---------- Material supplied
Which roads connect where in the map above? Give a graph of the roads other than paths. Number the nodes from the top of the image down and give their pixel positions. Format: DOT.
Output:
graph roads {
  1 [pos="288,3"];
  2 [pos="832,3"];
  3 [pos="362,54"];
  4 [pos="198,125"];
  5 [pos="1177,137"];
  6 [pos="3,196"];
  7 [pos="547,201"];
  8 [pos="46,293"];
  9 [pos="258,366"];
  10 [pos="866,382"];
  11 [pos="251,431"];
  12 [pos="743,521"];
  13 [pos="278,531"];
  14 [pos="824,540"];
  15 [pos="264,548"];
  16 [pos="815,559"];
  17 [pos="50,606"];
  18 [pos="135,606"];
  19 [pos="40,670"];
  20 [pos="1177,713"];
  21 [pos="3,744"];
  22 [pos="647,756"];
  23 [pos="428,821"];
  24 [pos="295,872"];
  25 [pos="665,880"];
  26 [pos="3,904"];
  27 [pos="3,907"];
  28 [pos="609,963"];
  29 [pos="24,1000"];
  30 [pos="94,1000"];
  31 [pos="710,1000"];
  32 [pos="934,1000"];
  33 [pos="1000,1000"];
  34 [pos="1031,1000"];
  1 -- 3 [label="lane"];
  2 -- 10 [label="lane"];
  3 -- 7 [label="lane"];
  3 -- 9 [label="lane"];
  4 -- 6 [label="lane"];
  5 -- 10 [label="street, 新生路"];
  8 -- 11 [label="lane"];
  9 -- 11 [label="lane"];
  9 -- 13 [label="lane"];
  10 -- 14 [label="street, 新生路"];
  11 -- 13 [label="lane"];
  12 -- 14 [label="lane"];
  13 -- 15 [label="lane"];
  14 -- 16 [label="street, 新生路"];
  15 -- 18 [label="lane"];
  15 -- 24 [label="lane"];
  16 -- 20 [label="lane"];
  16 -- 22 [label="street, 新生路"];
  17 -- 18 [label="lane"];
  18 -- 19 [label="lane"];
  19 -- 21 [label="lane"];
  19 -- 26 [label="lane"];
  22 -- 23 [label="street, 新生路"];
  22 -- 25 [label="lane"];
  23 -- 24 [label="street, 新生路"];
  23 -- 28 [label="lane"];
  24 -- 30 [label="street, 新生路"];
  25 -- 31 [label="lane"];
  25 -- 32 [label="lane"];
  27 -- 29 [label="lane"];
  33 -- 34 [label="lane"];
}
--------------------
- _Task item_
Whenever a line in the data holds "street", copy that line.

- _Completed exercise_
  5 -- 10 [label="street, 新生路"];
  10 -- 14 [label="street, 新生路"];
  14 -- 16 [label="street, 新生路"];
  16 -- 22 [label="street, 新生路"];
  22 -- 23 [label="street, 新生路"];
  23 -- 24 [label="street, 新生路"];
  24 -- 30 [label="street, 新生路"];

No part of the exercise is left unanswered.